### EXERCISE AIM
Pull out of the data below the stretch of lines bounded by the one containing "ring pip: (128, 525)" and the one containing "middle pip: (455, 420)", both bounds included, unchanged.

### THE RECORDS

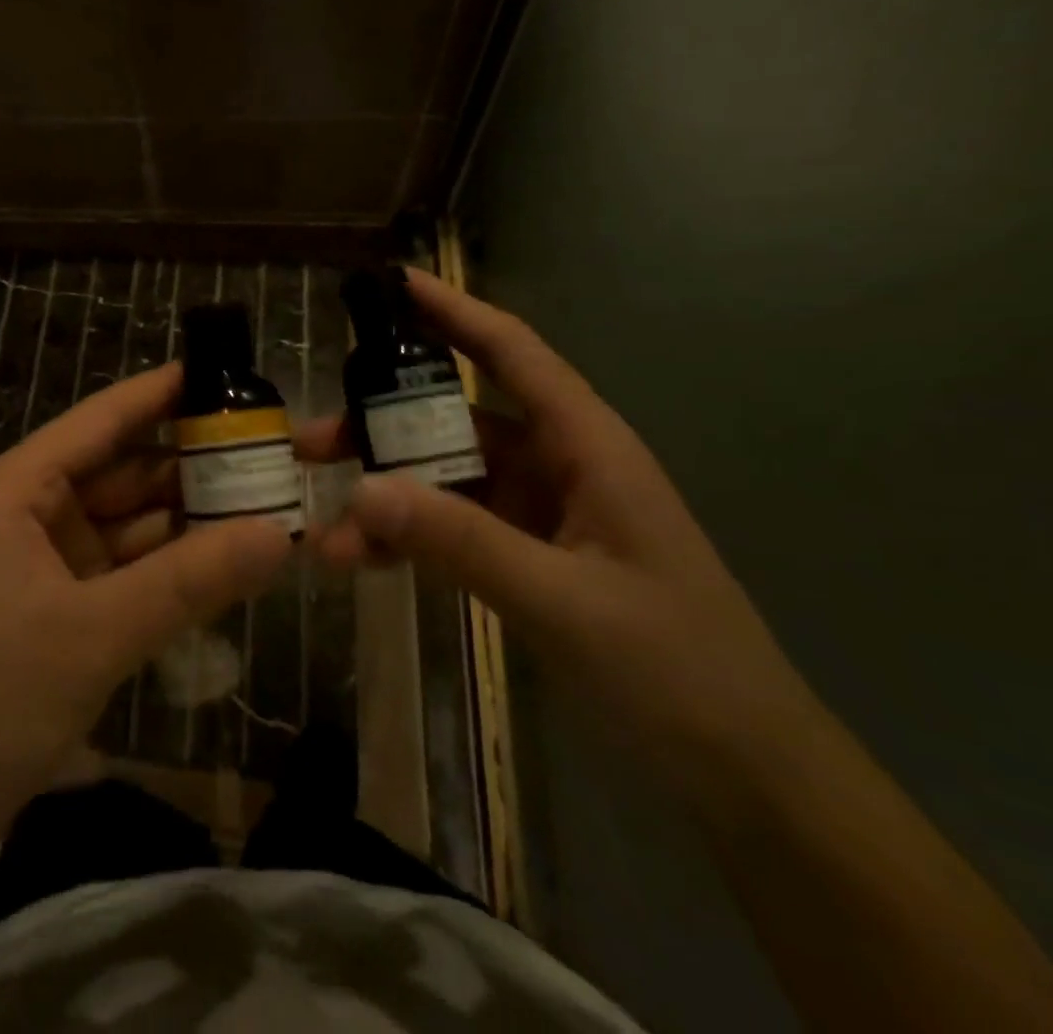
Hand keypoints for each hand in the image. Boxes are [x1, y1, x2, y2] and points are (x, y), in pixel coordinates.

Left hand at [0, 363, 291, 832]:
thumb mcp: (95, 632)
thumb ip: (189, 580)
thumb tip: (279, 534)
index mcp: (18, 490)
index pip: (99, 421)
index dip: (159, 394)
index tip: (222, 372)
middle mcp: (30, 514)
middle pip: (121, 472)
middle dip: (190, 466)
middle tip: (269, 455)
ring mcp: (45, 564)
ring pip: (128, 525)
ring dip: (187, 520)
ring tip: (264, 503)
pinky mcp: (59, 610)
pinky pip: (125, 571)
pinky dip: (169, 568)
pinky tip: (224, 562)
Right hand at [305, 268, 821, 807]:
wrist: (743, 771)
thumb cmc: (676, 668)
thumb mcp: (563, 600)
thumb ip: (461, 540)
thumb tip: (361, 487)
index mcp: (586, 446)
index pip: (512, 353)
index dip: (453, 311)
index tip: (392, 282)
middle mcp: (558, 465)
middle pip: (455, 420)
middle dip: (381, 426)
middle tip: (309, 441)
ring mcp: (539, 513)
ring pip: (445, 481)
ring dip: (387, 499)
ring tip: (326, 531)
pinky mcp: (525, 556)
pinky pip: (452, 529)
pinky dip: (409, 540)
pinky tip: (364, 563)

--

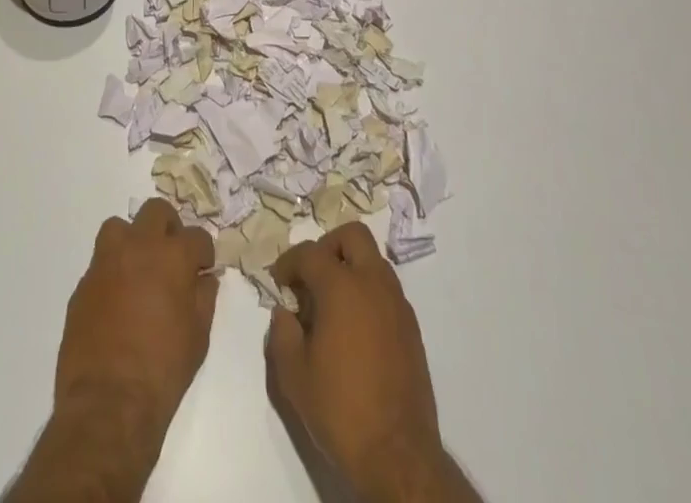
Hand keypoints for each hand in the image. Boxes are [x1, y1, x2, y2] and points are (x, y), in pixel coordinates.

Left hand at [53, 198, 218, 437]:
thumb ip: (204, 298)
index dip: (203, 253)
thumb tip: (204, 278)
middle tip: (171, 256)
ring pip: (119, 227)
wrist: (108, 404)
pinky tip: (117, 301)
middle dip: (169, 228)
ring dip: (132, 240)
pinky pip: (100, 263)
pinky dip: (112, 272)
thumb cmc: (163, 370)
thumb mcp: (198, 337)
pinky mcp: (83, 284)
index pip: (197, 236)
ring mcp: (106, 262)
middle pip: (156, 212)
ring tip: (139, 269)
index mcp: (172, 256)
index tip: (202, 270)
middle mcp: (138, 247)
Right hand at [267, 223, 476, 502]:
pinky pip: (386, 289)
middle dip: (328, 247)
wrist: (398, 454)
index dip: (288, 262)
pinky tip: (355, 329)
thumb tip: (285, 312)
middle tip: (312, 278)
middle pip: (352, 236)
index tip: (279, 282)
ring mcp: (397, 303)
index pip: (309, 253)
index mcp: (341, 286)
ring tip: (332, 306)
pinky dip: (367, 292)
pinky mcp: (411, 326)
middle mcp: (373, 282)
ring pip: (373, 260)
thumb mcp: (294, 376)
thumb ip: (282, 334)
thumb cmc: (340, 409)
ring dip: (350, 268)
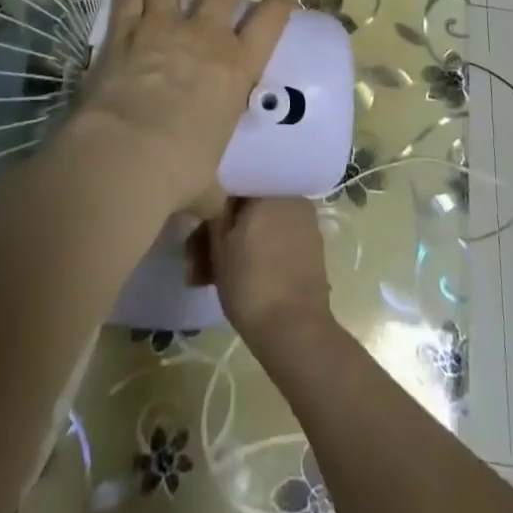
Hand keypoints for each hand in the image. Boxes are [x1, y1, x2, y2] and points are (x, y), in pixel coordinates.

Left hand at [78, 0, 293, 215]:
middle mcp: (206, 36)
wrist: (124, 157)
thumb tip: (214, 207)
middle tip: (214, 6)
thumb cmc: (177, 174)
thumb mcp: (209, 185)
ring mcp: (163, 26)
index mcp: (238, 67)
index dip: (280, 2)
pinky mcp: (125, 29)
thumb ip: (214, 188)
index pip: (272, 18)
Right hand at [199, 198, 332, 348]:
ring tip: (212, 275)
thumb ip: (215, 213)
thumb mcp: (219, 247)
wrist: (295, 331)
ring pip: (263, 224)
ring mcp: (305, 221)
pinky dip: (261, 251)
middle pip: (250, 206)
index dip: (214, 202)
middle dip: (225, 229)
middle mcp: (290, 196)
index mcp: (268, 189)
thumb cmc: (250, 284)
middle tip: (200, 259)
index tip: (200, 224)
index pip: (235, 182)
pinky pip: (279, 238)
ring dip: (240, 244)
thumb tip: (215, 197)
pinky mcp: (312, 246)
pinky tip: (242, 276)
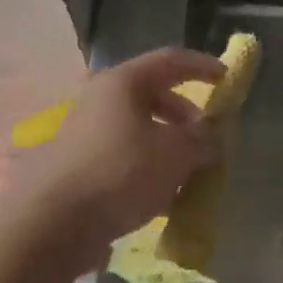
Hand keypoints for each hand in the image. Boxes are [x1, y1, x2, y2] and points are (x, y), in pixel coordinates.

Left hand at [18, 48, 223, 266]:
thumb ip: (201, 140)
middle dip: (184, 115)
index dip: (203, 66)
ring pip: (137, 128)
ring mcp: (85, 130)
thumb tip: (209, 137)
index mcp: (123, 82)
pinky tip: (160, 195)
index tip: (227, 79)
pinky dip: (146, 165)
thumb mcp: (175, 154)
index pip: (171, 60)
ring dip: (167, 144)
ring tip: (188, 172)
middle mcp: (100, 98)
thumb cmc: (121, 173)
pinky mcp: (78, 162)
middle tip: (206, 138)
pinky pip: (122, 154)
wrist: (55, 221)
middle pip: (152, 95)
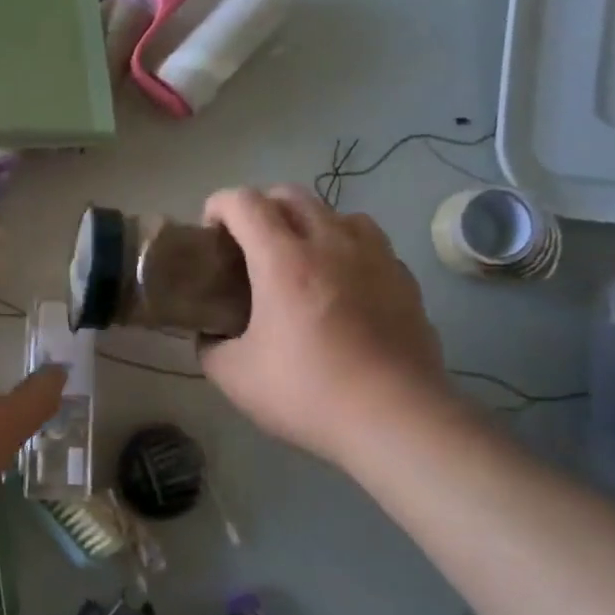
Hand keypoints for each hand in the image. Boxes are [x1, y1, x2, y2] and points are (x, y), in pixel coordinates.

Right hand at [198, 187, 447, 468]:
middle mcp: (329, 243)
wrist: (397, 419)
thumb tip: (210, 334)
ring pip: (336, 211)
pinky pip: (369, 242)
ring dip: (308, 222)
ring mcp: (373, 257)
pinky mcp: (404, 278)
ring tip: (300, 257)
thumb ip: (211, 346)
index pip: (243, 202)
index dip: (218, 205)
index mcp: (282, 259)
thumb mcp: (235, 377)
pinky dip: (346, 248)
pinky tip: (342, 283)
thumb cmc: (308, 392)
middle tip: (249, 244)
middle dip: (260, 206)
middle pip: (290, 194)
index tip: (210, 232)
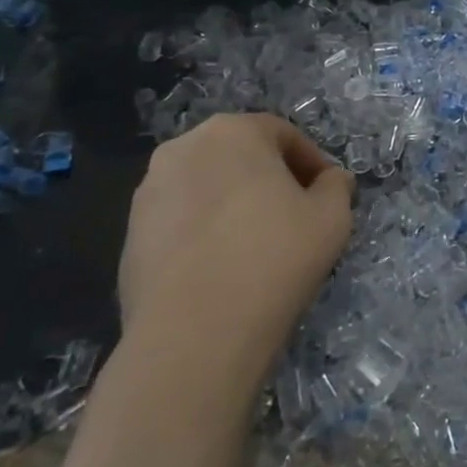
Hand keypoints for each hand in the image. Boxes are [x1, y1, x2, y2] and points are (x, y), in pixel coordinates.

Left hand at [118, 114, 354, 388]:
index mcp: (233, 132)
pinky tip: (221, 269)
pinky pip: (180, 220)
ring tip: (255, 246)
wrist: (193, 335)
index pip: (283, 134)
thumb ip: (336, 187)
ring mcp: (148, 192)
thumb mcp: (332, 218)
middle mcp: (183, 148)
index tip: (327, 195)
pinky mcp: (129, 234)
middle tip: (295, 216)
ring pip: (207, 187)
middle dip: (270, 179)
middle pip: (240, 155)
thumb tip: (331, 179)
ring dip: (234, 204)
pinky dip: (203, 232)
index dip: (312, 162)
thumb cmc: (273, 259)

* * *

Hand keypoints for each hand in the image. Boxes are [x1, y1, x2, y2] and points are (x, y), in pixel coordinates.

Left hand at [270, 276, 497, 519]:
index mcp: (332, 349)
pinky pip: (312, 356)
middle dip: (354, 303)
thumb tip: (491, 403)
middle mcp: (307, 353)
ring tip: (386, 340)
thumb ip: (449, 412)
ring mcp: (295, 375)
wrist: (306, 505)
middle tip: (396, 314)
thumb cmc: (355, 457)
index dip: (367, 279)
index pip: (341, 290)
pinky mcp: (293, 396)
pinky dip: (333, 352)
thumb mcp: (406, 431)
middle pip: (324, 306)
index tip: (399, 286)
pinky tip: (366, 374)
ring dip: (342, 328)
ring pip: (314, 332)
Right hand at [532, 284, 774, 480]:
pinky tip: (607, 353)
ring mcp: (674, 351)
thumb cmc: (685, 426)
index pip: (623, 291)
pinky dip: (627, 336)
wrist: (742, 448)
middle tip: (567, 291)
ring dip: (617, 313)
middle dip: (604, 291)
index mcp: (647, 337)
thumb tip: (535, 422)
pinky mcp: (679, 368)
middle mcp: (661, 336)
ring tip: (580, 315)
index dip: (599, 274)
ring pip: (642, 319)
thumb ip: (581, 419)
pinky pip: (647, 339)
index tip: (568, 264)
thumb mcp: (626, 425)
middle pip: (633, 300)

### SOLUTION FOR THIS EXERCISE
ring pip: (128, 525)
ring dip: (187, 520)
ring tip: (264, 503)
pinky mcp: (59, 610)
pinky pip: (125, 571)
pinky dip: (169, 568)
pinky tip: (224, 562)
Right hand at [305, 268, 821, 807]:
wrist: (743, 771)
thumb cmc: (676, 668)
thumb mcp: (563, 600)
thumb ip: (461, 540)
thumb tip: (361, 487)
index mcp: (586, 446)
index pip: (512, 353)
index dip: (453, 311)
index tip: (392, 282)
middle mcp: (558, 465)
middle pip: (455, 420)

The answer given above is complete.